I mean I have love in my heart even
to those who don't deserve it.
and they ......many of them do NOT deserve
my love compassion or forgiveness, not after what they've done
they've done so much irreparable damage. and they
simply don't see it.
you state your boundaries clearly and someone continues to walk over them and disrespect them
sadly, it leaves me no option other than to cut ties
I did hate them, some of them I hated so much
it was overwhelming, I was choking on it
but I won't sink to their level cliche that that is it's so true
I swore that I was never, ever going to forgive them
they, I repeat, they do NOT deserve my forgiveness
someone who loves you can hurt
but they continue to do it and don't stop no matter
what you tell them and it hurts me
I still do love some of them
but I.....if I am not going to be trampled on......

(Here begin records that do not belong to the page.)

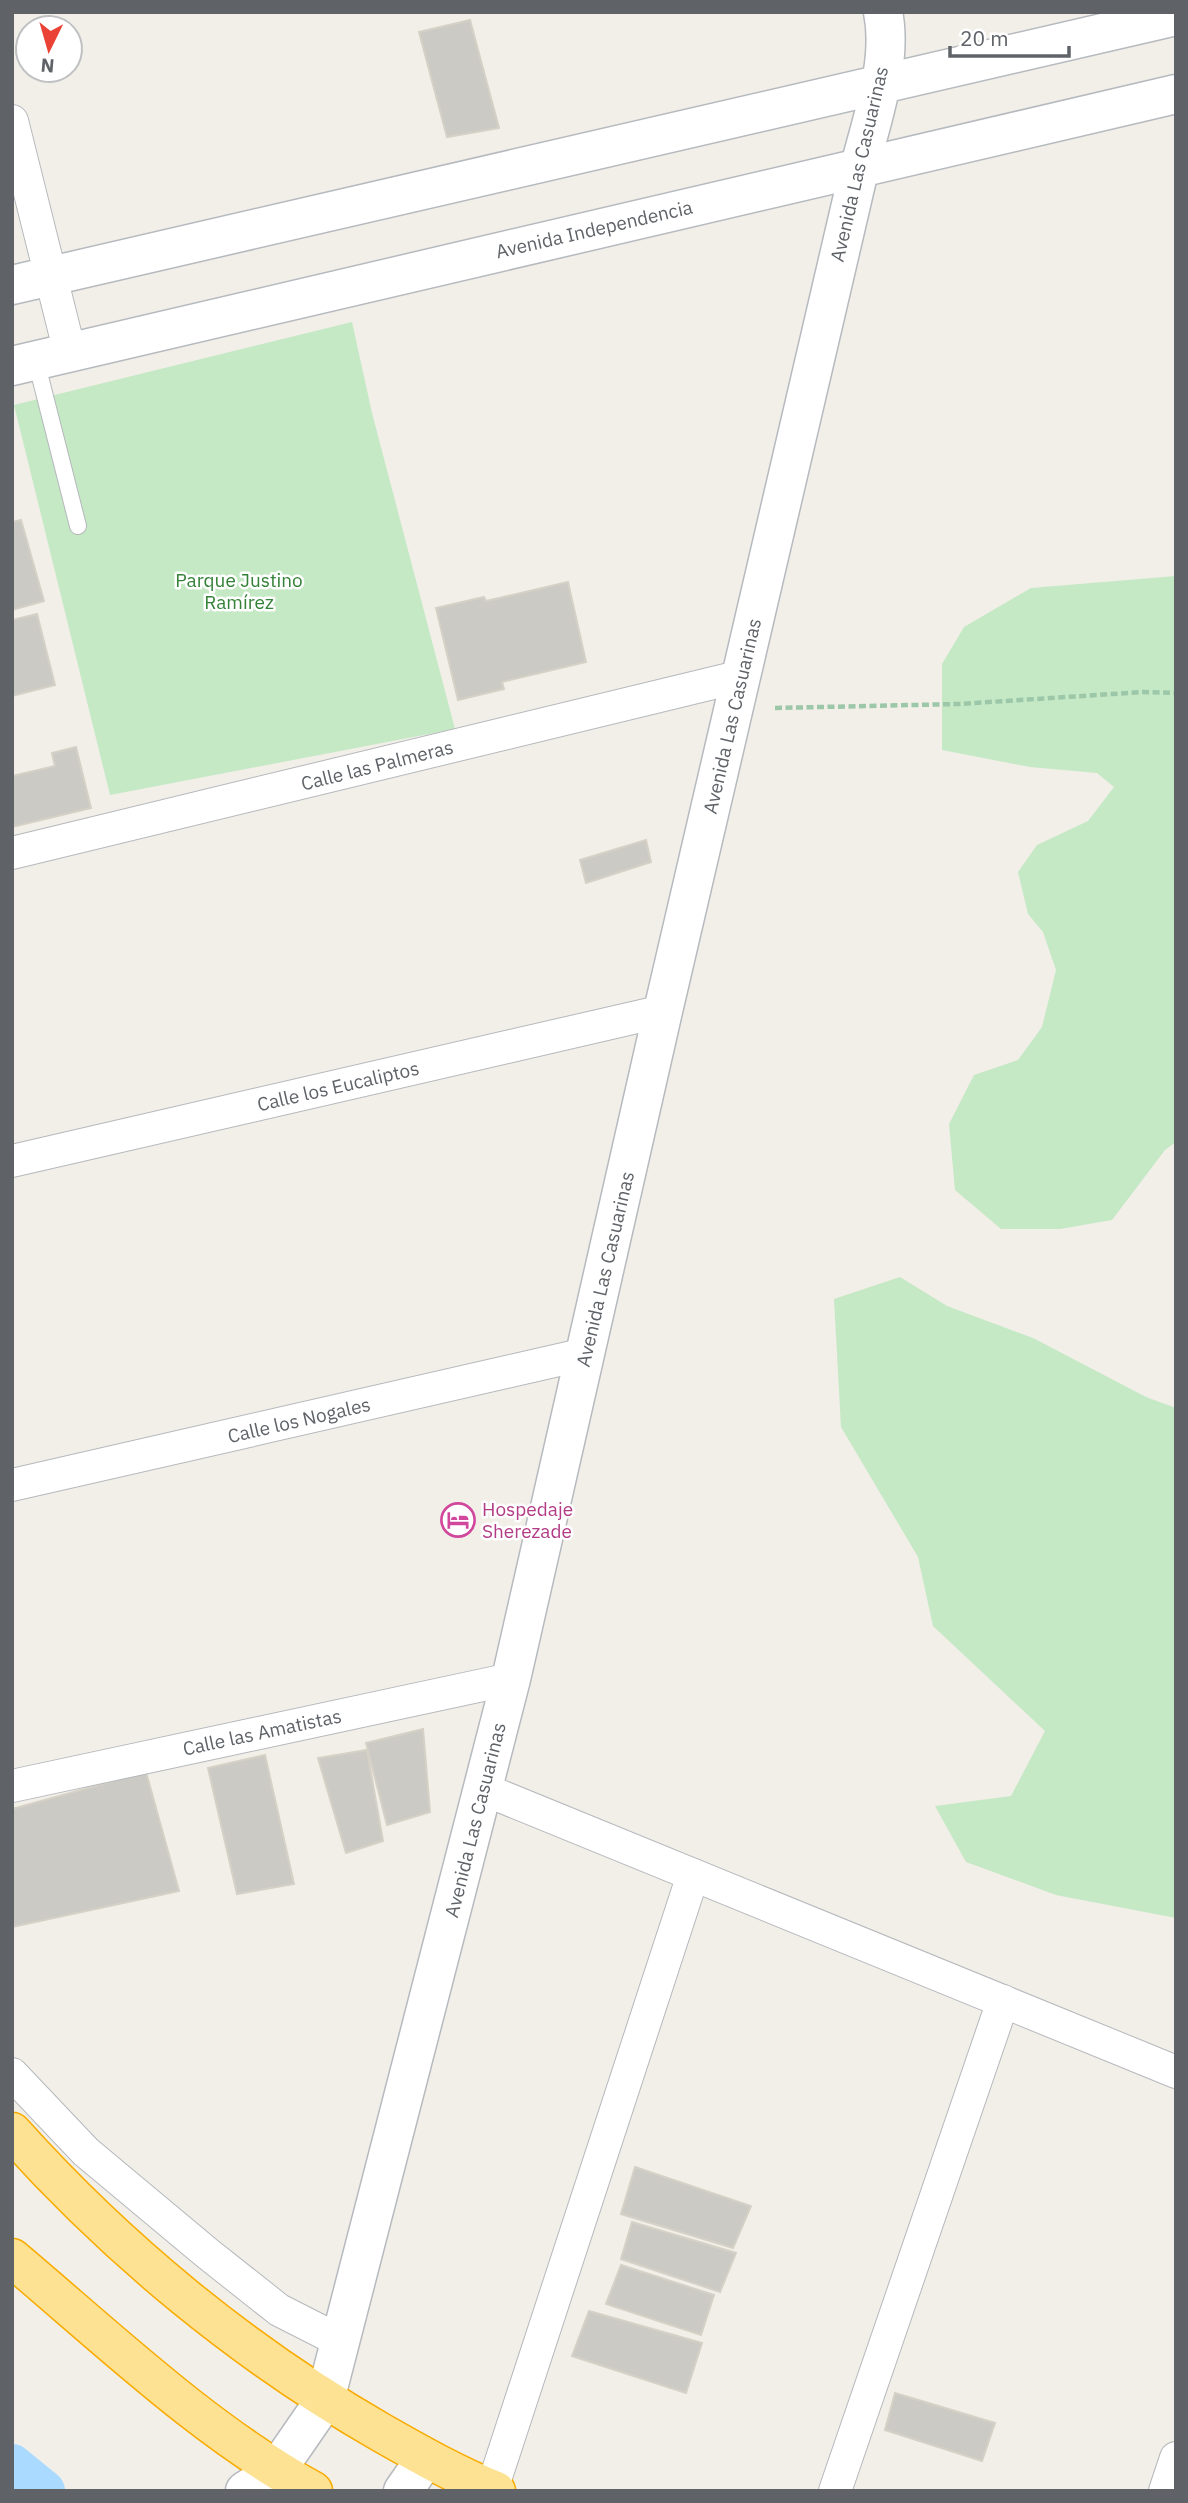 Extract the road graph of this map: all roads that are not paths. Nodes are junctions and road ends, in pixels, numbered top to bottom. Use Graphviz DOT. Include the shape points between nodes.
graph roads {
  1 [pos="883,12"];
  2 [pos="1176,16"];
  3 [pos="881,85"];
  4 [pos="1176,94"];
  5 [pos="12,121"];
  6 [pos="860,166"];
  7 [pos="51,275"];
  8 [pos="12,285"];
  9 [pos="40,360"];
  10 [pos="78,526"];
  11 [pos="738,691"];
  12 [pos="12,853"];
  13 [pos="663,1011"];
  14 [pos="12,1161"];
  15 [pos="585,1354"];
  16 [pos="12,1485"];
  17 [pos="512,1679"];
  18 [pos="12,1786"];
  19 [pos="483,1789"];
  20 [pos="693,1875"];
  21 [pos="1003,2001"];
  22 [pos="1176,2072"];
  23 [pos="12,2074"];
  24 [pos="12,2132"];
  25 [pos="12,2258"];
  26 [pos="340,2341"];
  27 [pos="325,2400"];
  28 [pos="426,2458"];
  29 [pos="1176,2458"];
  30 [pos="276,2470"];
  31 [pos="494,2490"];
  32 [pos="245,2491"];
  33 [pos="313,2491"];
  34 [pos="403,2491"];
  35 [pos="835,2491"];
  36 [pos="1165,2491"];
  1 -- 3 [label="street, Avenida Las Casuarinas"];
  2 -- 3 [label="street"];
  3 -- 6 [label="street, Avenida Las Casuarinas"];
  3 -- 7 [label="street"];
  4 -- 6 [label="street, Avenida Independencia"];
  5 -- 7 [label="street"];
  6 -- 9 [label="street, Avenida Independencia"];
  6 -- 11 [label="street, Avenida Las Casuarinas"];
  7 -- 8 [label="street"];
  7 -- 9 [label="street"];
  9 -- 10 [label="lane"];
  11 -- 12 [label="street, Calle las Palmeras"];
  11 -- 13 [label="street, Avenida Las Casuarinas"];
  13 -- 14 [label="street, Calle los Eucaliptos"];
  13 -- 15 [label="street, Avenida Las Casuarinas"];
  15 -- 16 [label="street, Calle los Nogales"];
  15 -- 17 [label="street, Avenida Las Casuarinas"];
  17 -- 18 [label="street, Calle las Amatistas"];
  17 -- 19 [label="street, Avenida Las Casuarinas"];
  19 -- 20 [label="street"];
  19 -- 26 [label="street, Avenida Las Casuarinas"];
  20 -- 21 [label="street"];
  20 -- 31 [label="street"];
  21 -- 22 [label="street"];
  21 -- 35 [label="street"];
  23 -- 26 [label="street" via="86,2152 206,2253 279,2310"];
  24 -- 27 [label="highway" via="60,2185 172,2286"];
  25 -- 30 [label="highway" via="167,2390"];
  26 -- 27 [label="street, Avenida Las Casuarinas"];
  27 -- 28 [label="highway"];
  27 -- 30 [label="street, Avenida Las Casuarinas"];
  28 -- 31 [label="highway"];
  28 -- 34 [label="street"];
  29 -- 36 [label="street"];
  30 -- 32 [label="street, Avenida Las Casuarinas"];
  30 -- 33 [label="highway"];
}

am forced to take drastic measures to protect myself and it
tears me apart hurts me but I simply have no choice
if only I could cut out that part of my heart and self that loves
I mean they say they love me and beg me for forgiveness and love
if they had any idea what hell they put me through maybe they'd understand
you say over and over what is not acceptable
they've done so much hurt so many the damage is irreparable
after the pure horror that I endured so much of the time it is immeasurable
and they simply do not see what they have done, what they inflicted on me and the severity of it

that .....is what is unforgivable. it doesn't matter how well intentioned they are.